Taking a deep breath, he added that the history of Indigenous people was different. Many young children were ripped from their families and placed in residential schools.
“Again there was a disconnect. But we made a decision not to go too deep into it. We didn’t want to capsize the story.”
Hoffman notes that Ancestors and Elders is filled with vignettes of kindness, compassion and human decency. In one, a young homesteading girl is sent to the woods to find firewood. She gets lost, but stumbles on a potlatch ceremony.
“Although they couldn’t communicate, the Indigenous family invites her to eat and after, help her find her homestead,” Hoffman said.
In another vignette, a Ukrainian woman searches for medicine but is unaccustomed to the different plants.

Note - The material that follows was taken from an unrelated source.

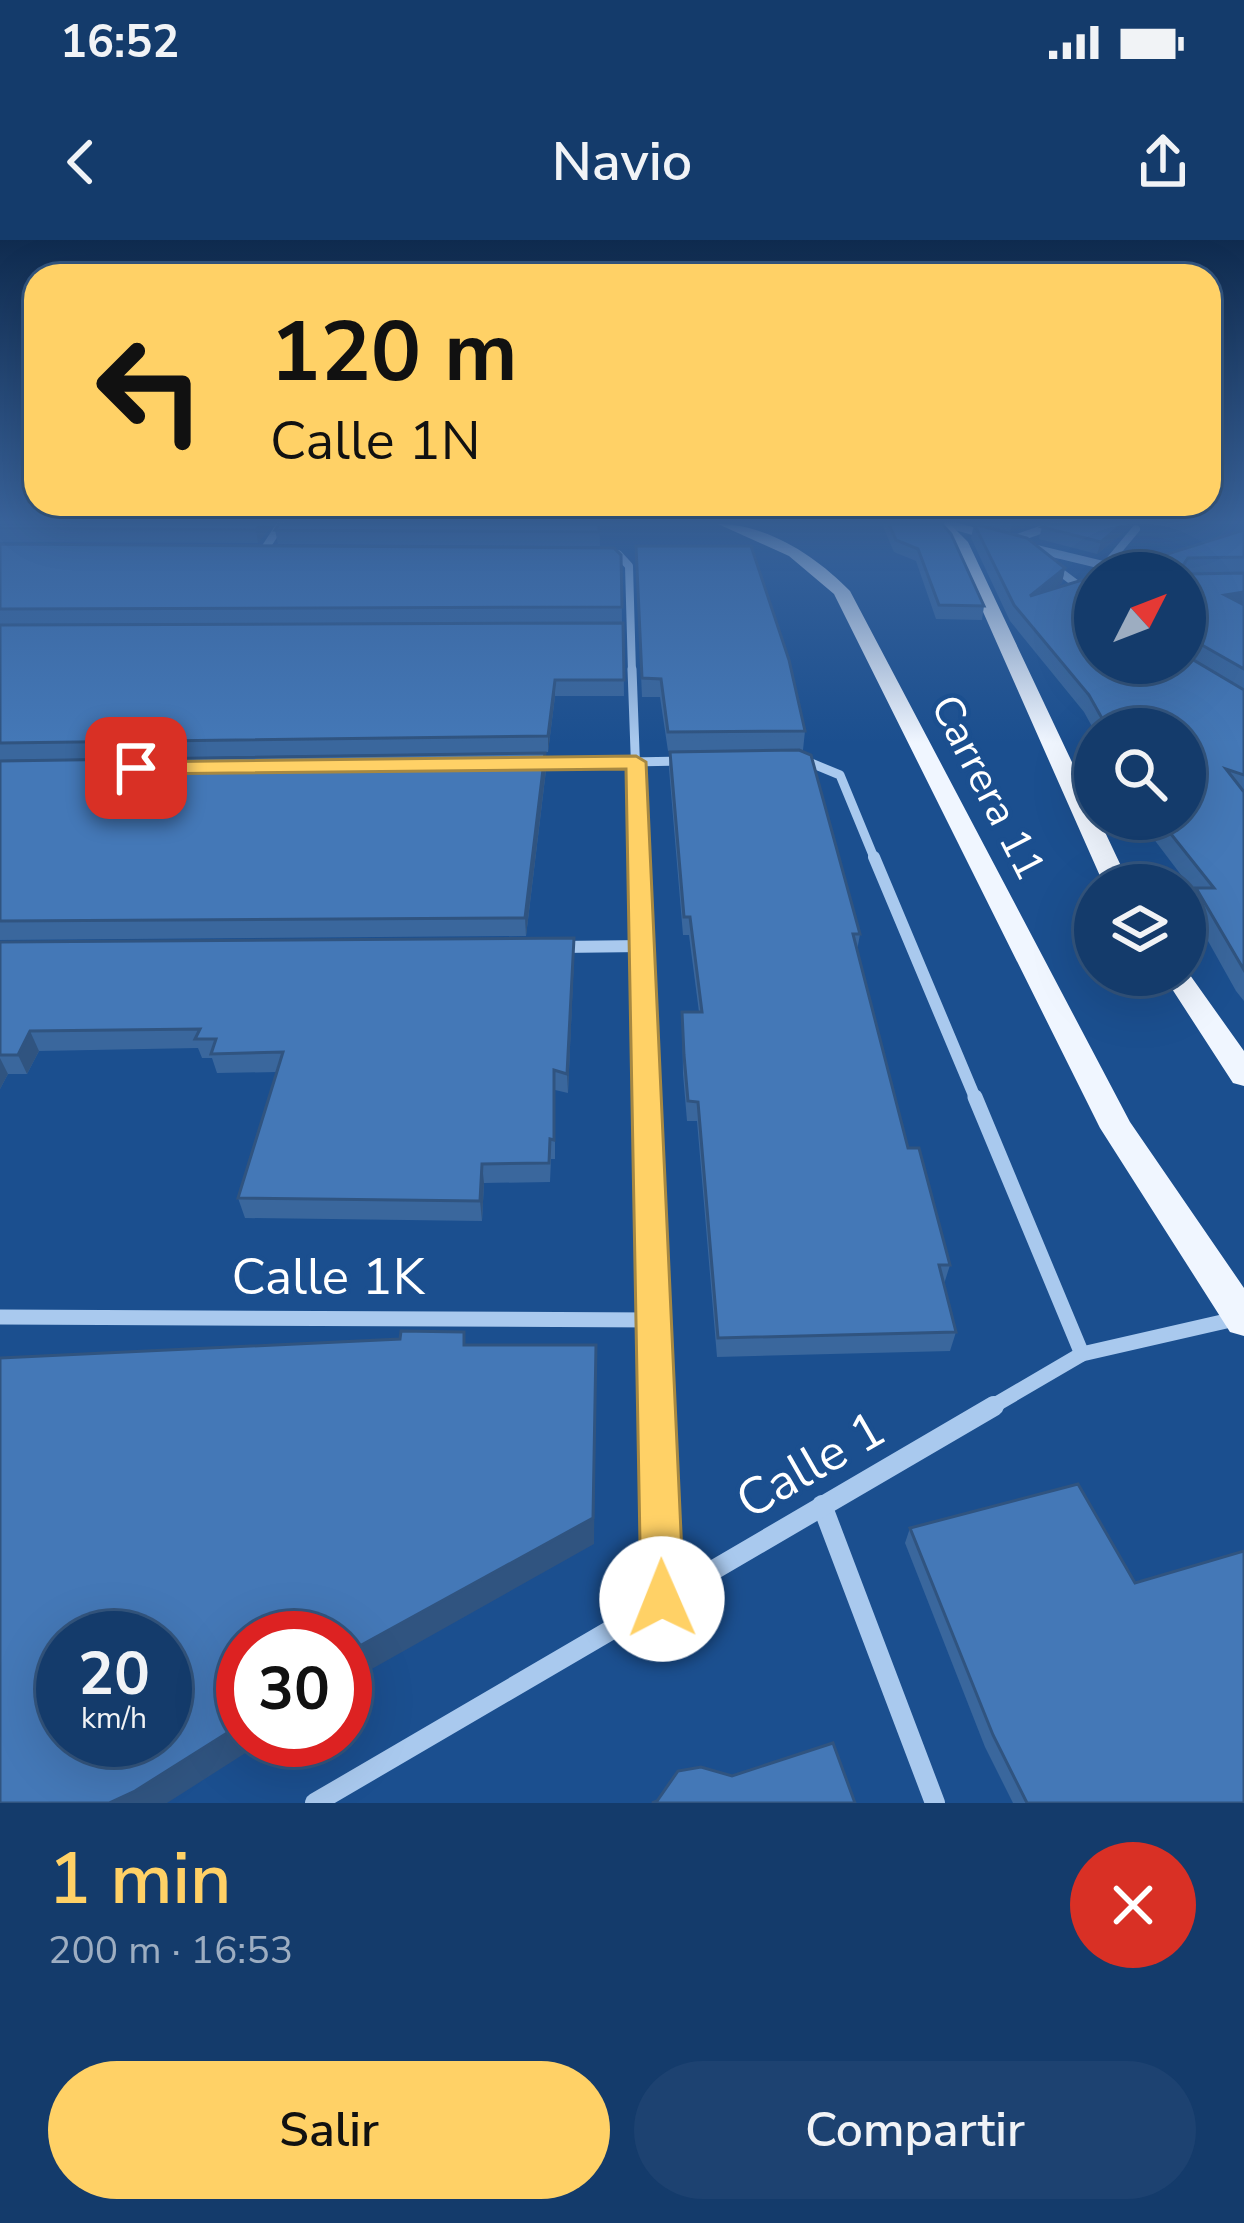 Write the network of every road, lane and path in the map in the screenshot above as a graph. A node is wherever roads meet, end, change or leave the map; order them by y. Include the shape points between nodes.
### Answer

“She gets help from the kôhkom (grandmother). She helps her get to know the land she’s on. She takes what she can learn and helps keep her community strong.”
Shumka’s energetic moves are presented with trademark Ukrainian folk dances heavily influenced by contemporary ballet technique. The men in particular mesmerize with high jumps, kicks and toe-taps.

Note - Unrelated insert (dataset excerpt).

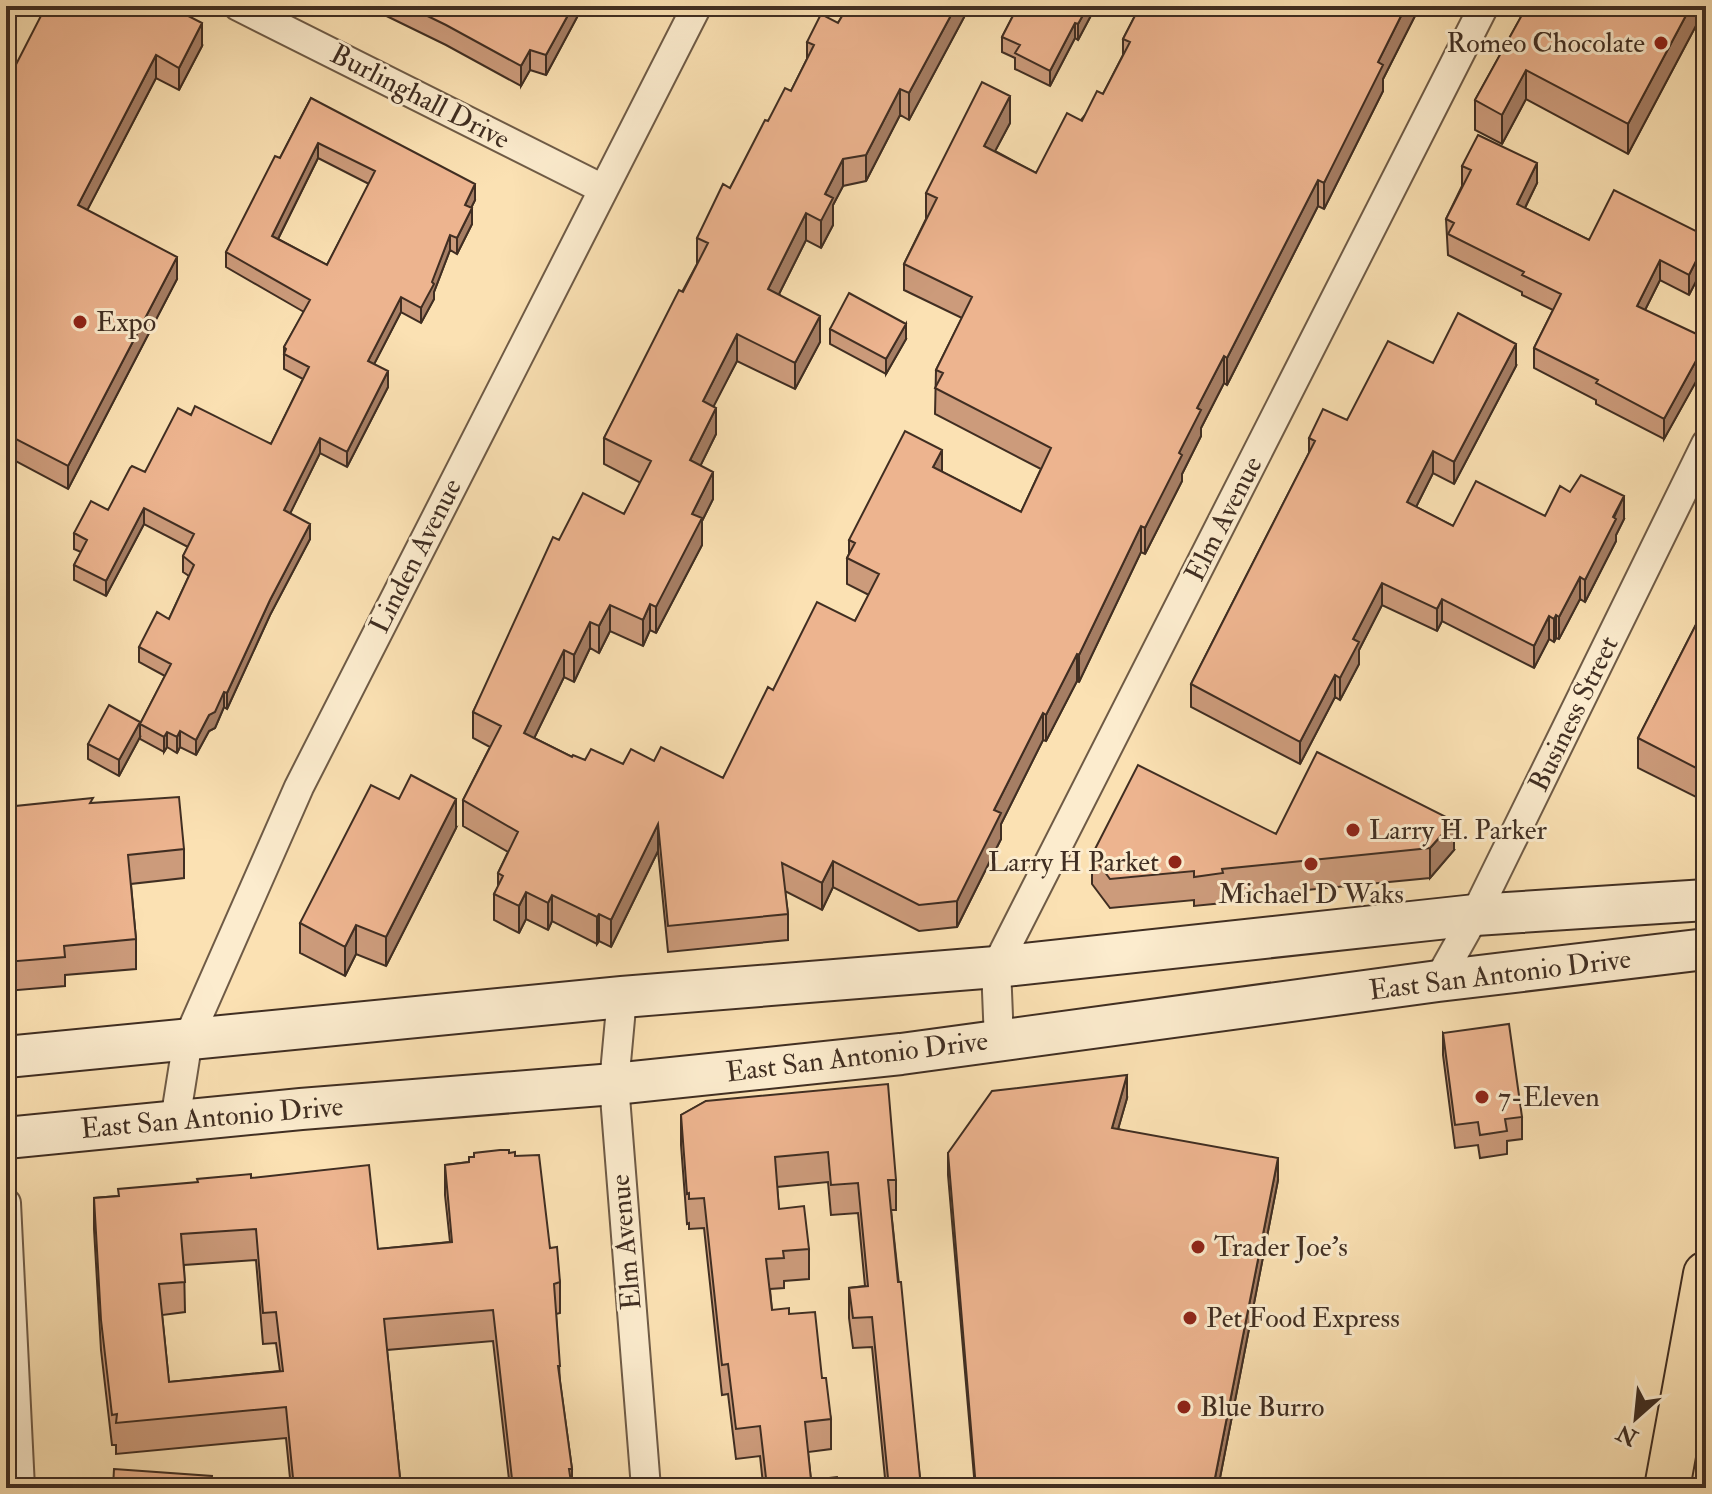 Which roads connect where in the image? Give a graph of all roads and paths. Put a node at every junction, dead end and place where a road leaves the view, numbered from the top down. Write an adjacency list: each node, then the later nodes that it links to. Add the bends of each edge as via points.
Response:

Instead, Running Thunder features a series of pulse-pounding powwow steps that connect to nature: Fancy Dance, Chicken Dance and Jingle Dance to name a few.
Running Thunder has earned accolades as “Alberta’s leading First Nations dance group.” As Canadian ambassadors, they performed in far-flung places such as New Zealand, Mongolia, Beijing, Shanghai, Germany, Holland and the United Kingdom.
Both Hoffman and Bilinsky arrive at the production’s opening feeling a sense of humility.
Bilinsky said, “This has been a real journey for both groups. It takes a lot of strength to get past our stories and on with the job. Some Indigenous children were adopted and had great relations. Some only experienced racism. But it’s been an incredible eye-opener and it’s been very humbling.”
“My only ties to the Ukrainian culture has been dancing,” said Hoffman, who has performed with Shumka for eight years. “I had to learn to speak intelligently about both cultures and listen to their voices. I’ve been trying to collect the voices of others. This is a celebration of a story that existed on both sides. My work has been to tell the stories, and build each up so it doesn’t stop when the show stops.”